◆ **GOAL OF THE EXERCISE**:
Collect the lines of the entries where "dead" shows up.
*** RECORD EXCERPTS Section Begins ***
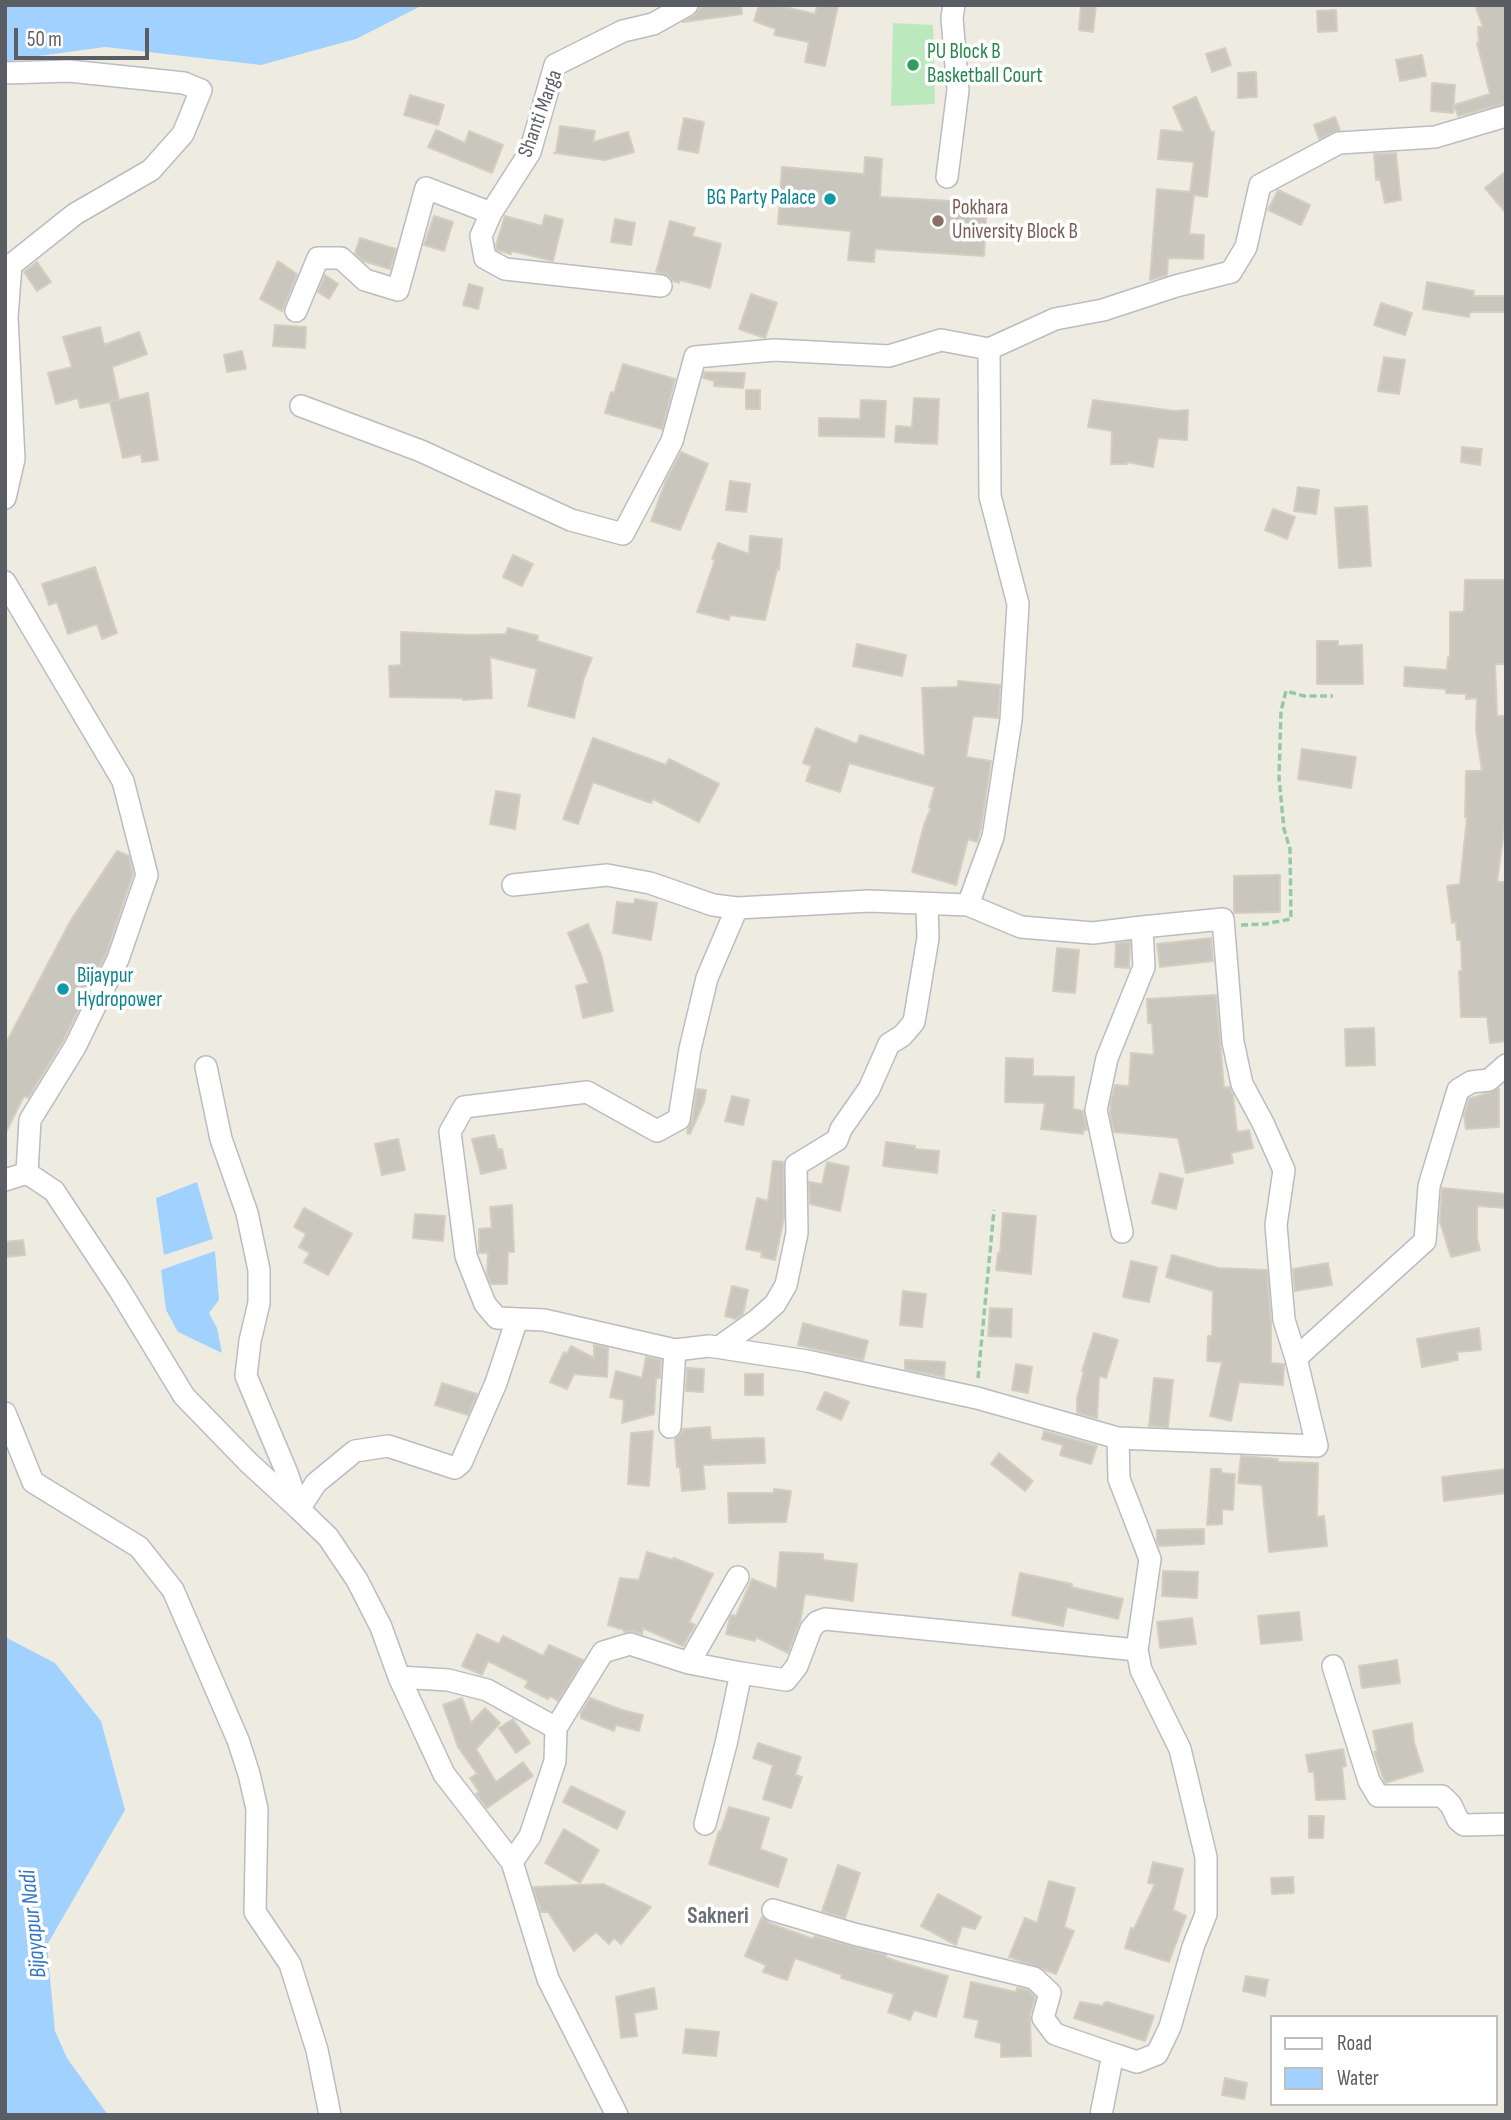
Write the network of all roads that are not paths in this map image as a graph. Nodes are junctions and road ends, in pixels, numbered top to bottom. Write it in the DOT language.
graph roads {
  1 [pos="687,5"];
  2 [pos="954,5"];
  3 [pos="5,73"];
  4 [pos="1506,116"];
  5 [pos="947,177"];
  6 [pos="491,213"];
  7 [pos="660,286"];
  8 [pos="296,312"];
  9 [pos="989,349"];
  10 [pos="301,406"];
  11 [pos="5,498"];
  12 [pos="5,582"];
  13 [pos="513,885"];
  14 [pos="927,904"];
  15 [pos="968,905"];
  16 [pos="737,908"];
  17 [pos="1142,927"];
  18 [pos="1506,1065"];
  19 [pos="206,1067"];
  20 [pos="27,1173"];
  21 [pos="5,1180"];
  22 [pos="1122,1232"];
  23 [pos="517,1319"];
  24 [pos="719,1347"];
  25 [pos="675,1350"];
  26 [pos="1296,1358"];
  27 [pos="5,1413"];
  28 [pos="670,1427"];
  29 [pos="1118,1438"];
  30 [pos="299,1508"];
  31 [pos="738,1577"];
  32 [pos="1137,1650"];
  33 [pos="689,1662"];
  34 [pos="1333,1666"];
  35 [pos="741,1673"];
  36 [pos="399,1677"];
  37 [pos="556,1728"];
  38 [pos="705,1824"];
  39 [pos="1506,1824"];
  40 [pos="512,1862"];
  41 [pos="773,1910"];
  42 [pos="1113,2054"];
  43 [pos="330,2115"];
  44 [pos="617,2115"];
  45 [pos="1101,2115"];
  1 -- 6 [label="street, Shanti Marga"];
  2 -- 5 [label="street"];
  3 -- 11 [label="street"];
  4 -- 9 [label="street"];
  6 -- 7 [label="street, Shanti Marga"];
  6 -- 8 [label="street"];
  9 -- 10 [label="street"];
  9 -- 15 [label="street"];
  12 -- 20 [label="street"];
  13 -- 16 [label="street"];
  14 -- 15 [label="street"];
  14 -- 16 [label="street"];
  14 -- 24 [label="street"];
  15 -- 17 [label="street"];
  16 -- 23 [label="street"];
  17 -- 22 [label="street"];
  17 -- 26 [label="street"];
  18 -- 26 [label="street"];
  19 -- 30 [label="street"];
  20 -- 21 [label="street"];
  20 -- 30 [label="street"];
  23 -- 25 [label="street"];
  23 -- 30 [label="street"];
  24 -- 25 [label="street"];
  24 -- 29 [label="street"];
  25 -- 28 [label="street"];
  26 -- 29 [label="street"];
  27 -- 43 [label="street"];
  29 -- 32 [label="street"];
  30 -- 36 [label="street"];
  31 -- 33 [label="street"];
  32 -- 35 [label="street"];
  32 -- 42 [label="street"];
  33 -- 35 [label="street"];
  33 -- 37 [label="street"];
  34 -- 39 [label="street"];
  35 -- 38 [label="street"];
  36 -- 37 [label="street"];
  36 -- 40 [label="street"];
  37 -- 40 [label="street"];
  40 -- 44 [label="street"];
  41 -- 42 [label="street"];
  42 -- 45 [label="street"];
}
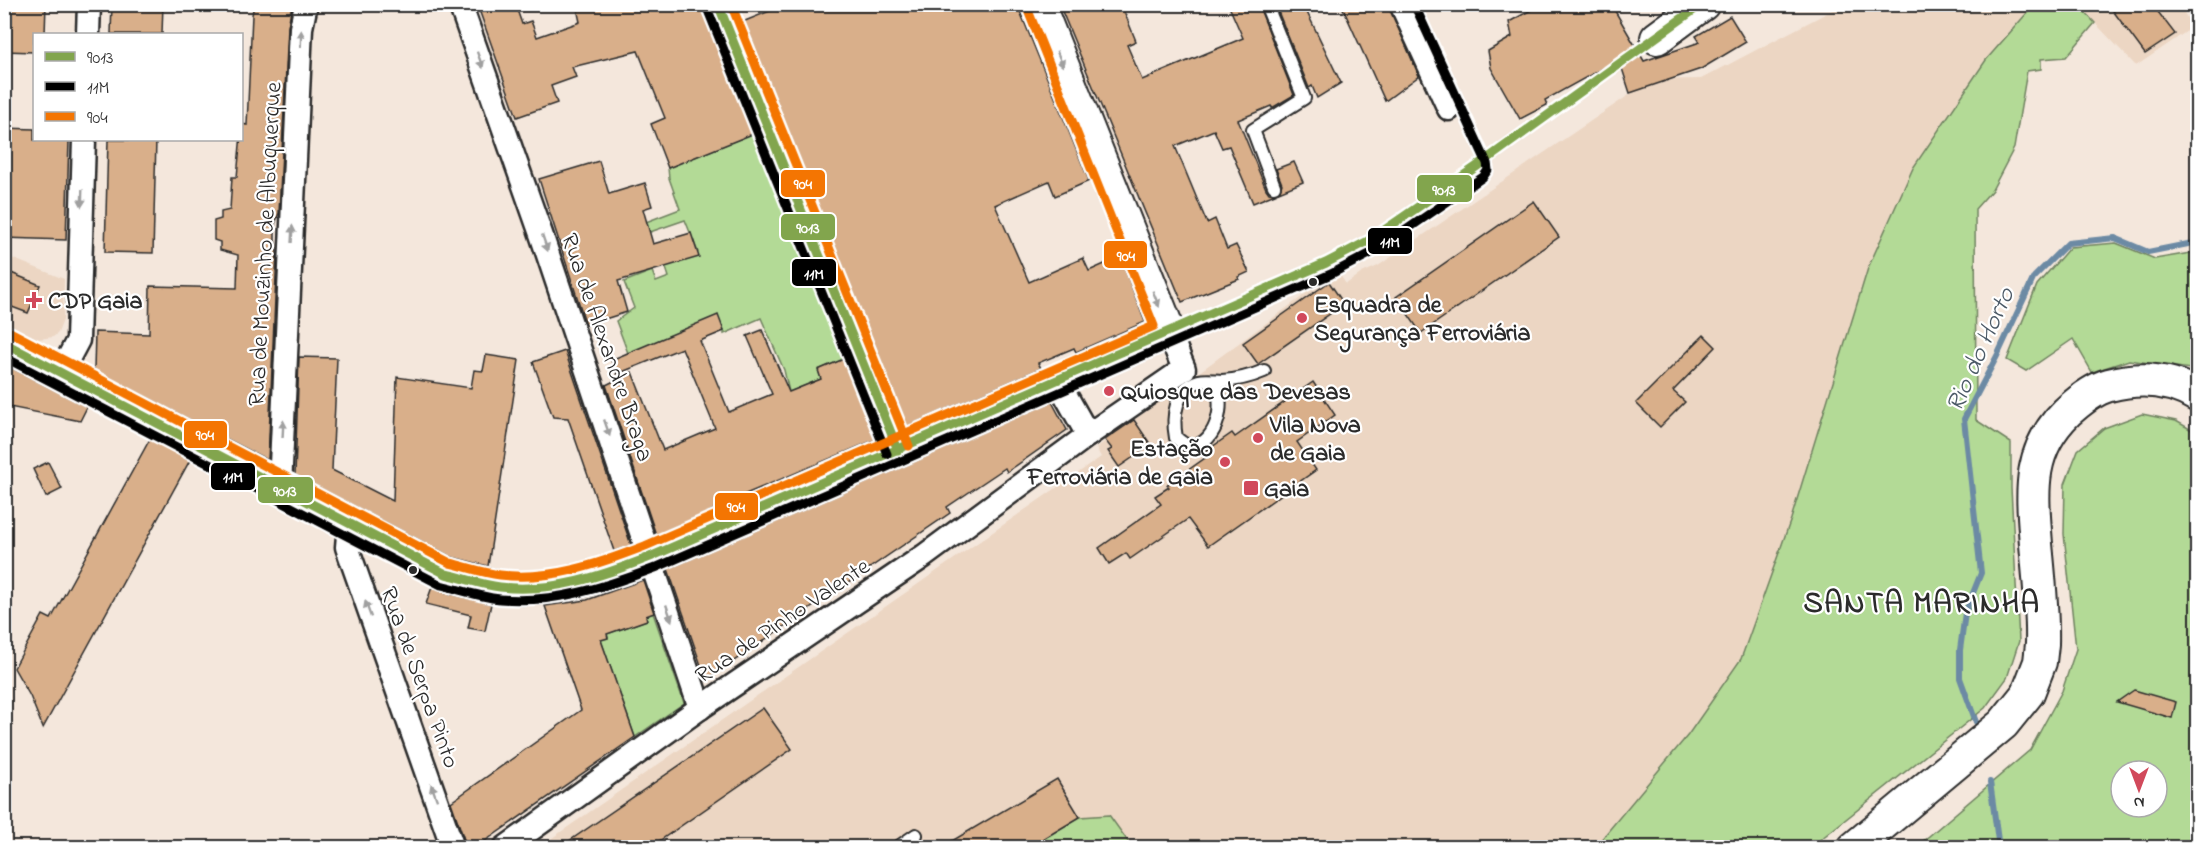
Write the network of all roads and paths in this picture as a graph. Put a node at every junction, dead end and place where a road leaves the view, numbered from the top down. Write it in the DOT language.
graph roads {
  1 [pos="89,4"];
  2 [pos="306,4"];
  3 [pos="460,4"];
  4 [pos="717,4"];
  5 [pos="1038,4"];
  6 [pos="1266,4"];
  7 [pos="1401,4"];
  8 [pos="1703,4"];
  9 [pos="88,33"];
  10 [pos="1657,38"];
  11 [pos="1449,109"];
  12 [pos="84,141"];
  13 [pos="1274,186"];
  14 [pos="1169,332"];
  15 [pos="4,343"];
  16 [pos="1264,371"];
  17 [pos="61,372"];
  18 [pos="1188,377"];
  19 [pos="1057,380"];
  20 [pos="1211,381"];
  21 [pos="2198,396"];
  22 [pos="1088,435"];
  23 [pos="898,450"];
  24 [pos="280,487"];
  25 [pos="349,524"];
  26 [pos="650,557"];
  27 [pos="700,708"];
  28 [pos="916,836"];
  29 [pos="453,848"];
  30 [pos="505,848"];
  31 [pos="897,848"];
  32 [pos="1854,848"];
  1 -- 9 [label="street"];
  24 -- 2 [label="street, Rua de Mouzinho de Albuquerque, one-way"];
  3 -- 26 [label="street, Rua de Alexandre Braga, one-way"];
  4 -- 23 [label="street"];
  5 -- 14 [label="main road, one-way"];
  6 -- 13 [label="lane"];
  7 -- 11 [label="street"];
  8 -- 10 [label="main road"];
  12 -- 17 [label="street, one-way"];
  14 -- 18 [label="street"];
  14 -- 19 [label="main road"];
  15 -- 17 [label="main road"];
  16 -- 20 [label="lane"];
  17 -- 24 [label="main road"];
  18 -- 20 [label="lane"];
  18 -- 20 [label="lane"];
  18 -- 22 [label="street, Rua de Pinho Valente"];
  19 -- 22 [label="street"];
  19 -- 23 [label="main road"];
  21 -- 32 [label="main road"];
  22 -- 27 [label="street, Rua de Pinho Valente"];
  23 -- 26 [label="main road"];
  24 -- 25 [label="main road"];
  25 -- 26 [label="main road"];
  29 -- 25 [label="street, Rua de Serpa Pinto, one-way"];
  26 -- 27 [label="street, Rua de Alexandre Braga, one-way"];
  27 -- 30 [label="street, Rua de Pinho Valente"];
  28 -- 31 [label="lane"];
}
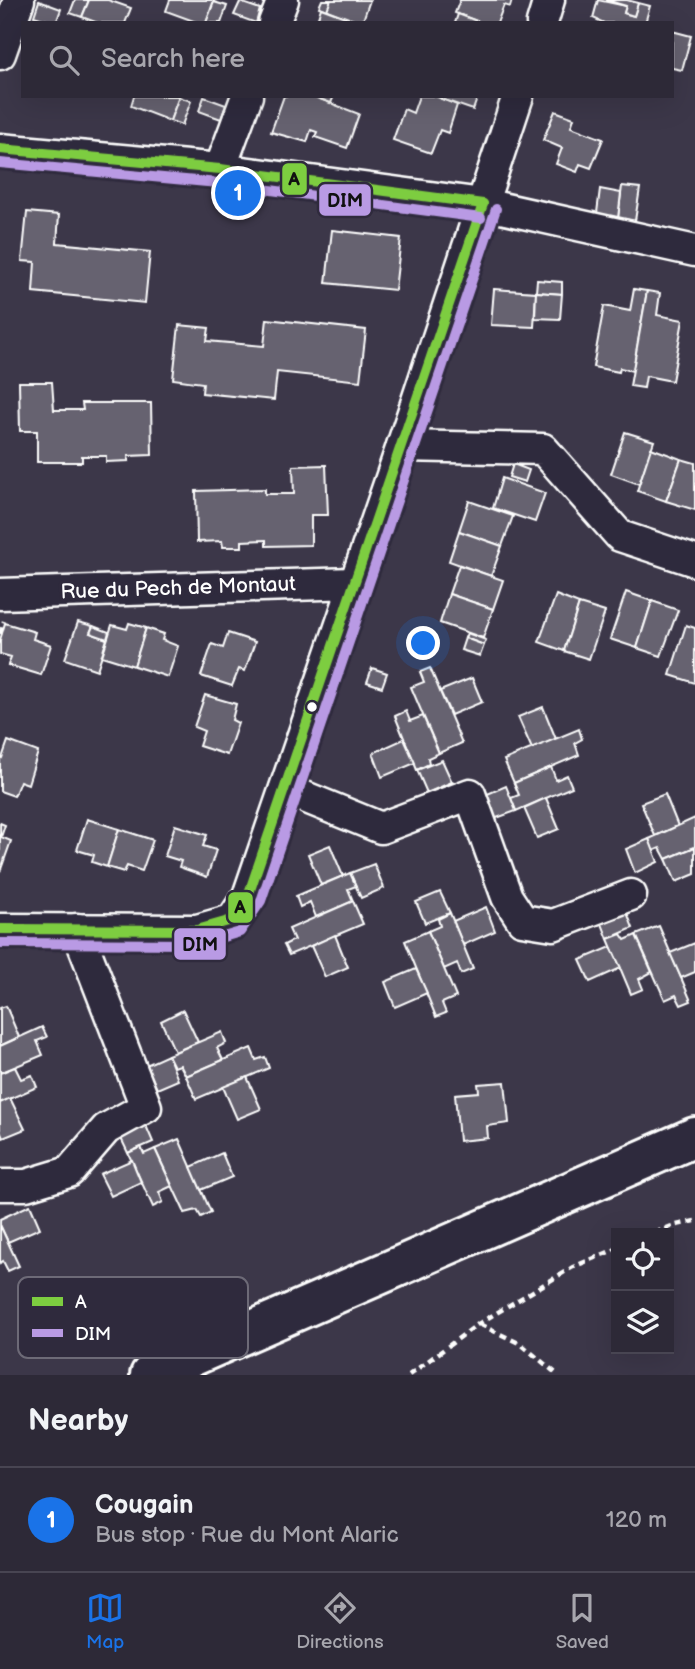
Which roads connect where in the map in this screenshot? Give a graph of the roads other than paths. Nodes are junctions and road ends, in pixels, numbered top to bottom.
1 (19, 0) edge
2 (283, 0) edge
3 (549, 0) edge
4 (275, 21) edge
5 (543, 21) edge
6 (0, 54) edge
7 (246, 98) edge
8 (517, 98) edge
9 (0, 149) edge
10 (220, 169) junction
11 (483, 204) junction
12 (695, 251) edge
13 (402, 446) junction
14 (695, 561) edge
15 (355, 583) junction
16 (0, 594) edge
17 (285, 789) junction
18 (631, 895) dead end
19 (0, 929) edge
20 (77, 929) junction
21 (695, 1138) edge
22 (0, 1185) edge
23 (248, 1332) edge
24 (189, 1358) edge
25 (150, 1375) edge

1 - 6 street
2 - 4 street
3 - 5 street
7 - 10 street
8 - 11 street
9 - 10 street
10 - 11 street
11 - 12 street
11 - 13 street
13 - 14 street
13 - 15 street
15 - 16 street, Rue du Pech de Montaut
15 - 17 street
17 - 18 street
17 - 20 street
19 - 20 street
20 - 22 street
21 - 23 main road
24 - 25 main road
*** RECORD EXCERPTS Section Ends ***
◆ **ANSWER SPACE**:
Write the network of all roads and paths in this picture as a graph. Put a node at every junction, dead end and place where a road leaves the view, numbered from the top down. Write it in the DOT language.
18 (631, 895) dead end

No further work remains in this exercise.